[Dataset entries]
┄┄┄┄┄┄
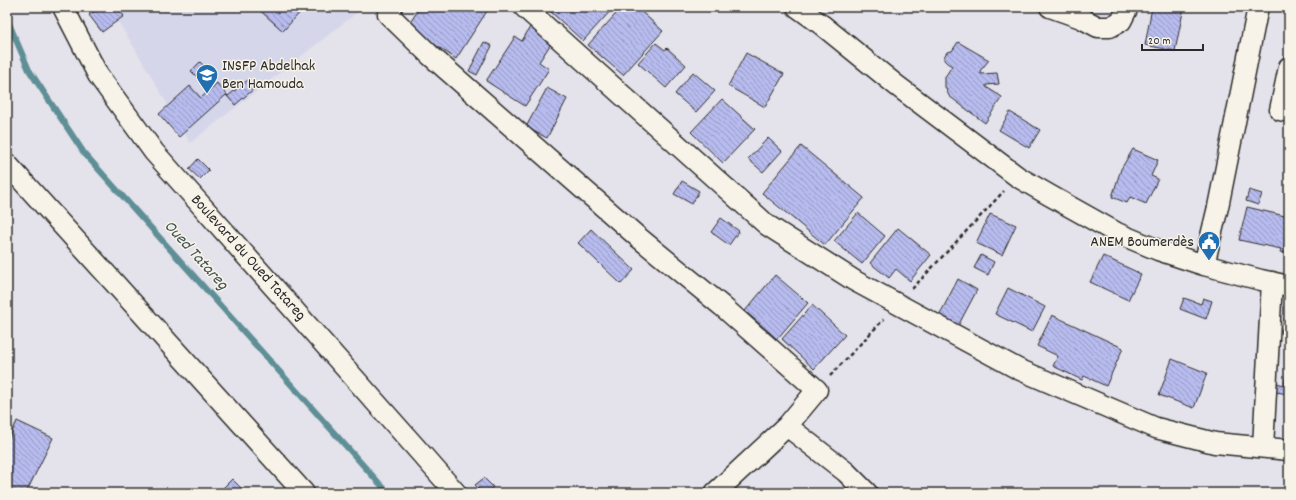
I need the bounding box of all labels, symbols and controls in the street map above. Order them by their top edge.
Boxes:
scale bar [1142,26,1203,52]
text: 20 m [1148,33,1171,50]
place label: INSFP Abdelhak Ben Hamouda [222,55,315,96]
school or university icon: INSFP Abdelhak Ben Hamouda [194,62,220,95]
street label: Boulevard du Oued Tatareg [185,190,311,326]
water label: Oued Tatareg [157,216,233,297]
public building icon: ANEM Boumerdès [1196,229,1222,262]
place label: ANEM Boumerdès [1090,231,1194,254]

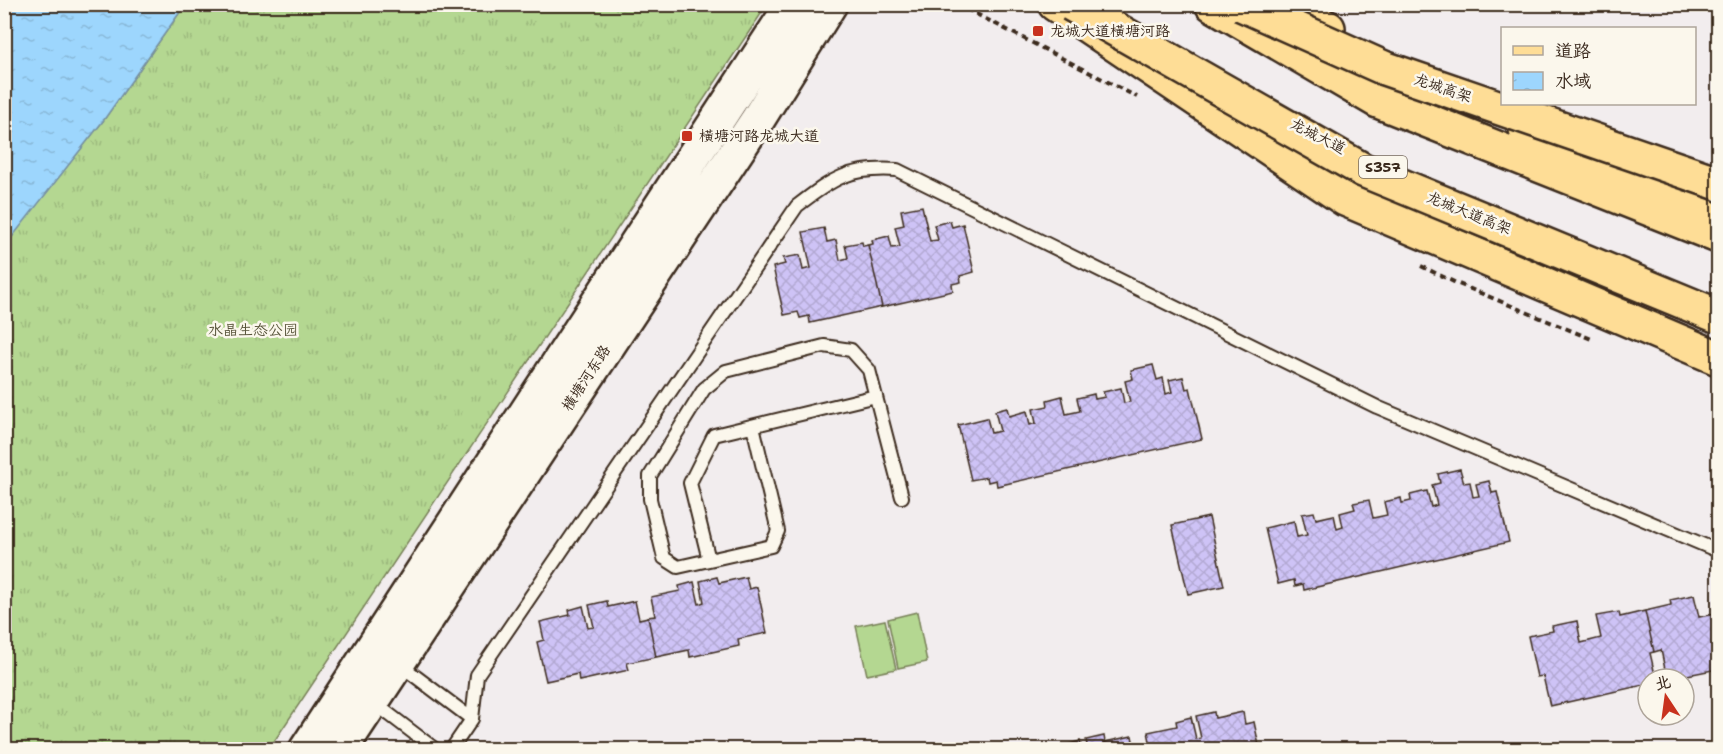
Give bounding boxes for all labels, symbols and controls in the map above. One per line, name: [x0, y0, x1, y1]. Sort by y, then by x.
place label: 龙城大道横塘河路: [1050, 21, 1170, 41]
marker: 龙城大道横塘河路: [1031, 24, 1045, 38]
legend: [1501, 27, 1696, 105]
text: 道路: [1555, 39, 1591, 63]
street label: 龙城高架: [1411, 69, 1475, 107]
text: 水域: [1555, 69, 1591, 93]
street label: 龙城大道: [1287, 113, 1349, 159]
place label: 横塘河路龙城大道: [699, 126, 819, 146]
marker: 横塘河路龙城大道: [680, 129, 694, 143]
road number: S357: [1359, 156, 1407, 178]
street label: 龙城大道高架: [1424, 187, 1514, 239]
park label: 水晶生态公园: [208, 320, 298, 340]
street label: 横塘河东路: [557, 341, 615, 415]
north arrow: [1636, 667, 1696, 727]
text: 北: [1653, 671, 1673, 695]

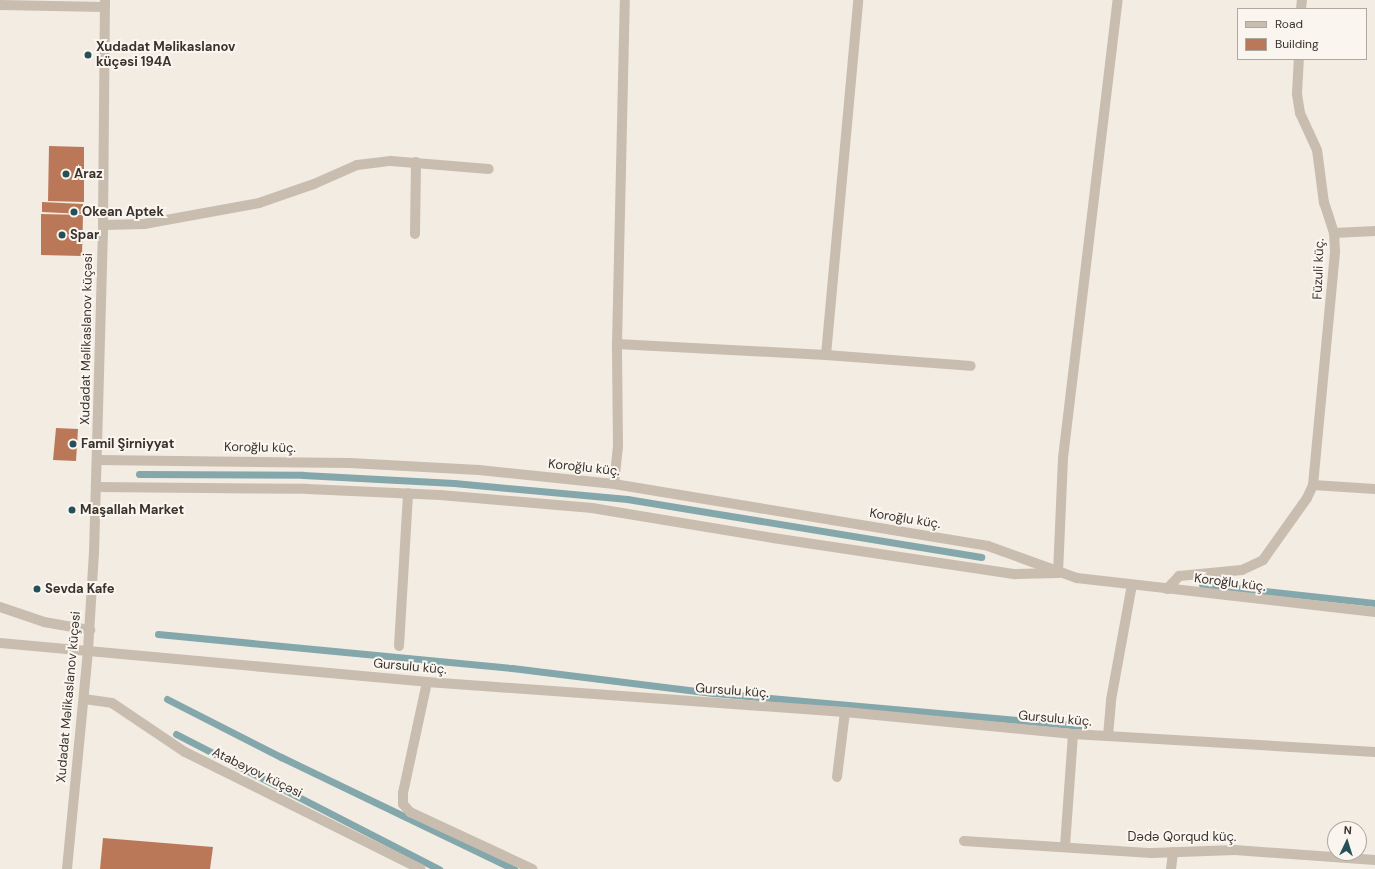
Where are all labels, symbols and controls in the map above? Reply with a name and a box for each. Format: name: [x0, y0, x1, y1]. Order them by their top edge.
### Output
┄┄┄┄┄┄
Task item: Copy nothing except the lines from the one with "Where are all" through the end of the records; keep each exactly as it appears, first and last included.

Solution for this exercise:
Where are all labels, symbols and controls in the map above? Reply with a name and a box for each. Format: name: [x0, y0, x1, y1]. Order them by their top edge.
### Output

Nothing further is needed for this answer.